### EXERCISE
Repeat the data exactly as it stands.

::::

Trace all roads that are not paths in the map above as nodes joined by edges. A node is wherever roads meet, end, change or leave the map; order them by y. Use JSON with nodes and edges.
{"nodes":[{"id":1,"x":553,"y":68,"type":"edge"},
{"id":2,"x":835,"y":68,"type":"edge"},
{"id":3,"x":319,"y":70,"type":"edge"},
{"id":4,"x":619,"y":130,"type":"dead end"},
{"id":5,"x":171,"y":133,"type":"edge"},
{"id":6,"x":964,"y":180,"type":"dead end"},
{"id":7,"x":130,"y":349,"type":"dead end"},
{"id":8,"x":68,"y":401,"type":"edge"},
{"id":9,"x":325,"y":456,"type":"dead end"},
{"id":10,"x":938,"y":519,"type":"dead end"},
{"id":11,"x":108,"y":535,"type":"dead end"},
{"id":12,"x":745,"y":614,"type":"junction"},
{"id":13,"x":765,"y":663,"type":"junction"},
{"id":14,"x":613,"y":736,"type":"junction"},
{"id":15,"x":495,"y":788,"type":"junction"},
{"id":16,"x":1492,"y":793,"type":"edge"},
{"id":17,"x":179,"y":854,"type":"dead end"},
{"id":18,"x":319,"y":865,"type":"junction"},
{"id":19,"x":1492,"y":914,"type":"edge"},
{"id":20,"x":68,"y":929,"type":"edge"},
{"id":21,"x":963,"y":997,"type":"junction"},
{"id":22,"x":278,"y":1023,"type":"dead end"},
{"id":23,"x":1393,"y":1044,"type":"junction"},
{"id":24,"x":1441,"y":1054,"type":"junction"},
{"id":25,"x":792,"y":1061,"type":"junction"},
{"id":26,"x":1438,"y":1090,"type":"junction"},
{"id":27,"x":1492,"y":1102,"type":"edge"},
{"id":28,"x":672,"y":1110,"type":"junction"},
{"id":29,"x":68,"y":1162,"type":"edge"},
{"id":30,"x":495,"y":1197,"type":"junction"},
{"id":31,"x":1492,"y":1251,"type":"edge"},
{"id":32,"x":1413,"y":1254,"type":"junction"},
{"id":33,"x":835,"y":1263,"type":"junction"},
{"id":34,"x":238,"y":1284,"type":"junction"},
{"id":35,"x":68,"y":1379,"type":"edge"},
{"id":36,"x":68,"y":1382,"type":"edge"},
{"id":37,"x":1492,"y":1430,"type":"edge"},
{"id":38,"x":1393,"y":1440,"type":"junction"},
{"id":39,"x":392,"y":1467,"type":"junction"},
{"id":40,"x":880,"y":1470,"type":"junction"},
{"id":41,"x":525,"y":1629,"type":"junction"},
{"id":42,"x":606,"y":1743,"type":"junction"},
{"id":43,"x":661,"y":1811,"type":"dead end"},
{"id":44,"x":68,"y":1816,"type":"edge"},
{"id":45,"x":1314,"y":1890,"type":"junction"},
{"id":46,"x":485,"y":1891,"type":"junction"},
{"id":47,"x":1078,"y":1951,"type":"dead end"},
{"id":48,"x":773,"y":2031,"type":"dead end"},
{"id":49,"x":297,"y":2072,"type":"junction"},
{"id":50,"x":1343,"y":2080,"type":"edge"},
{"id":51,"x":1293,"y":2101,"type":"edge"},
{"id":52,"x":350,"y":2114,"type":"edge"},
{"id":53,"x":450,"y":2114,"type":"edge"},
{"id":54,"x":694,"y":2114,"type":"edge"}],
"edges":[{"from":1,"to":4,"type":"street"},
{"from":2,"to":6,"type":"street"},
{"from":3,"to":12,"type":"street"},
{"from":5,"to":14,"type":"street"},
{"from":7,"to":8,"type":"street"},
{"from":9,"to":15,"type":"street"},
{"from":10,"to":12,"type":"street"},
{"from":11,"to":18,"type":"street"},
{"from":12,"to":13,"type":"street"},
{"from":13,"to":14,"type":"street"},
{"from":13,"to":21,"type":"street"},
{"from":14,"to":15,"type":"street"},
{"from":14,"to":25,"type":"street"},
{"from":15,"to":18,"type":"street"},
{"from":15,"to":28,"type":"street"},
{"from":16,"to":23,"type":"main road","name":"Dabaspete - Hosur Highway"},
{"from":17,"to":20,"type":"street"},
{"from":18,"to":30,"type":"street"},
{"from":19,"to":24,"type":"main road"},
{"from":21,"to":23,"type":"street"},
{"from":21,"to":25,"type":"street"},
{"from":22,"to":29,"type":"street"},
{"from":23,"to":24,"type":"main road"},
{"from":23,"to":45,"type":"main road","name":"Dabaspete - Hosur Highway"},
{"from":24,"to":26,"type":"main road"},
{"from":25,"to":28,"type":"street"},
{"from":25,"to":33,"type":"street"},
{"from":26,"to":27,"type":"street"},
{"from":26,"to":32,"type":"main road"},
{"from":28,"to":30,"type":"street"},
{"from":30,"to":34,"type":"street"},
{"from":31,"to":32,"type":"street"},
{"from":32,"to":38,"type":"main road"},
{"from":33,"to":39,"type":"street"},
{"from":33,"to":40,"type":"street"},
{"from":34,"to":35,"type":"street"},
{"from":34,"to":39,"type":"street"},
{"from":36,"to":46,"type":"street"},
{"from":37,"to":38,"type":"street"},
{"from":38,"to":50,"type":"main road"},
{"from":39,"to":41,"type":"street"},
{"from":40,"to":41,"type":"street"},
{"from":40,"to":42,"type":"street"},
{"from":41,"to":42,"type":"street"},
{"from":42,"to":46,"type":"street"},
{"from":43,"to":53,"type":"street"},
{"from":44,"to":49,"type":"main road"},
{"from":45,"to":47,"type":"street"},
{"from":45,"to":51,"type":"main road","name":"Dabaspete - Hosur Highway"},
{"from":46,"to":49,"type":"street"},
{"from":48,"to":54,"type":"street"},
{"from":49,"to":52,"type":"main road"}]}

::::

### RESPONSE AREA
Trace all roads that are not paths in the map above as nodes joined by edges. A node is wherever roads meet, end, change or leave the map; order them by y. Use JSON with nodes and edges.
{"nodes":[{"id":1,"x":553,"y":68,"type":"edge"},
{"id":2,"x":835,"y":68,"type":"edge"},
{"id":3,"x":319,"y":70,"type":"edge"},
{"id":4,"x":619,"y":130,"type":"dead end"},
{"id":5,"x":171,"y":133,"type":"edge"},
{"id":6,"x":964,"y":180,"type":"dead end"},
{"id":7,"x":130,"y":349,"type":"dead end"},
{"id":8,"x":68,"y":401,"type":"edge"},
{"id":9,"x":325,"y":456,"type":"dead end"},
{"id":10,"x":938,"y":519,"type":"dead end"},
{"id":11,"x":108,"y":535,"type":"dead end"},
{"id":12,"x":745,"y":614,"type":"junction"},
{"id":13,"x":765,"y":663,"type":"junction"},
{"id":14,"x":613,"y":736,"type":"junction"},
{"id":15,"x":495,"y":788,"type":"junction"},
{"id":16,"x":1492,"y":793,"type":"edge"},
{"id":17,"x":179,"y":854,"type":"dead end"},
{"id":18,"x":319,"y":865,"type":"junction"},
{"id":19,"x":1492,"y":914,"type":"edge"},
{"id":20,"x":68,"y":929,"type":"edge"},
{"id":21,"x":963,"y":997,"type":"junction"},
{"id":22,"x":278,"y":1023,"type":"dead end"},
{"id":23,"x":1393,"y":1044,"type":"junction"},
{"id":24,"x":1441,"y":1054,"type":"junction"},
{"id":25,"x":792,"y":1061,"type":"junction"},
{"id":26,"x":1438,"y":1090,"type":"junction"},
{"id":27,"x":1492,"y":1102,"type":"edge"},
{"id":28,"x":672,"y":1110,"type":"junction"},
{"id":29,"x":68,"y":1162,"type":"edge"},
{"id":30,"x":495,"y":1197,"type":"junction"},
{"id":31,"x":1492,"y":1251,"type":"edge"},
{"id":32,"x":1413,"y":1254,"type":"junction"},
{"id":33,"x":835,"y":1263,"type":"junction"},
{"id":34,"x":238,"y":1284,"type":"junction"},
{"id":35,"x":68,"y":1379,"type":"edge"},
{"id":36,"x":68,"y":1382,"type":"edge"},
{"id":37,"x":1492,"y":1430,"type":"edge"},
{"id":38,"x":1393,"y":1440,"type":"junction"},
{"id":39,"x":392,"y":1467,"type":"junction"},
{"id":40,"x":880,"y":1470,"type":"junction"},
{"id":41,"x":525,"y":1629,"type":"junction"},
{"id":42,"x":606,"y":1743,"type":"junction"},
{"id":43,"x":661,"y":1811,"type":"dead end"},
{"id":44,"x":68,"y":1816,"type":"edge"},
{"id":45,"x":1314,"y":1890,"type":"junction"},
{"id":46,"x":485,"y":1891,"type":"junction"},
{"id":47,"x":1078,"y":1951,"type":"dead end"},
{"id":48,"x":773,"y":2031,"type":"dead end"},
{"id":49,"x":297,"y":2072,"type":"junction"},
{"id":50,"x":1343,"y":2080,"type":"edge"},
{"id":51,"x":1293,"y":2101,"type":"edge"},
{"id":52,"x":350,"y":2114,"type":"edge"},
{"id":53,"x":450,"y":2114,"type":"edge"},
{"id":54,"x":694,"y":2114,"type":"edge"}],
"edges":[{"from":1,"to":4,"type":"street"},
{"from":2,"to":6,"type":"street"},
{"from":3,"to":12,"type":"street"},
{"from":5,"to":14,"type":"street"},
{"from":7,"to":8,"type":"street"},
{"from":9,"to":15,"type":"street"},
{"from":10,"to":12,"type":"street"},
{"from":11,"to":18,"type":"street"},
{"from":12,"to":13,"type":"street"},
{"from":13,"to":14,"type":"street"},
{"from":13,"to":21,"type":"street"},
{"from":14,"to":15,"type":"street"},
{"from":14,"to":25,"type":"street"},
{"from":15,"to":18,"type":"street"},
{"from":15,"to":28,"type":"street"},
{"from":16,"to":23,"type":"main road","name":"Dabaspete - Hosur Highway"},
{"from":17,"to":20,"type":"street"},
{"from":18,"to":30,"type":"street"},
{"from":19,"to":24,"type":"main road"},
{"from":21,"to":23,"type":"street"},
{"from":21,"to":25,"type":"street"},
{"from":22,"to":29,"type":"street"},
{"from":23,"to":24,"type":"main road"},
{"from":23,"to":45,"type":"main road","name":"Dabaspete - Hosur Highway"},
{"from":24,"to":26,"type":"main road"},
{"from":25,"to":28,"type":"street"},
{"from":25,"to":33,"type":"street"},
{"from":26,"to":27,"type":"street"},
{"from":26,"to":32,"type":"main road"},
{"from":28,"to":30,"type":"street"},
{"from":30,"to":34,"type":"street"},
{"from":31,"to":32,"type":"street"},
{"from":32,"to":38,"type":"main road"},
{"from":33,"to":39,"type":"street"},
{"from":33,"to":40,"type":"street"},
{"from":34,"to":35,"type":"street"},
{"from":34,"to":39,"type":"street"},
{"from":36,"to":46,"type":"street"},
{"from":37,"to":38,"type":"street"},
{"from":38,"to":50,"type":"main road"},
{"from":39,"to":41,"type":"street"},
{"from":40,"to":41,"type":"street"},
{"from":40,"to":42,"type":"street"},
{"from":41,"to":42,"type":"street"},
{"from":42,"to":46,"type":"street"},
{"from":43,"to":53,"type":"street"},
{"from":44,"to":49,"type":"main road"},
{"from":45,"to":47,"type":"street"},
{"from":45,"to":51,"type":"main road","name":"Dabaspete - Hosur Highway"},
{"from":46,"to":49,"type":"street"},
{"from":48,"to":54,"type":"street"},
{"from":49,"to":52,"type":"main road"}]}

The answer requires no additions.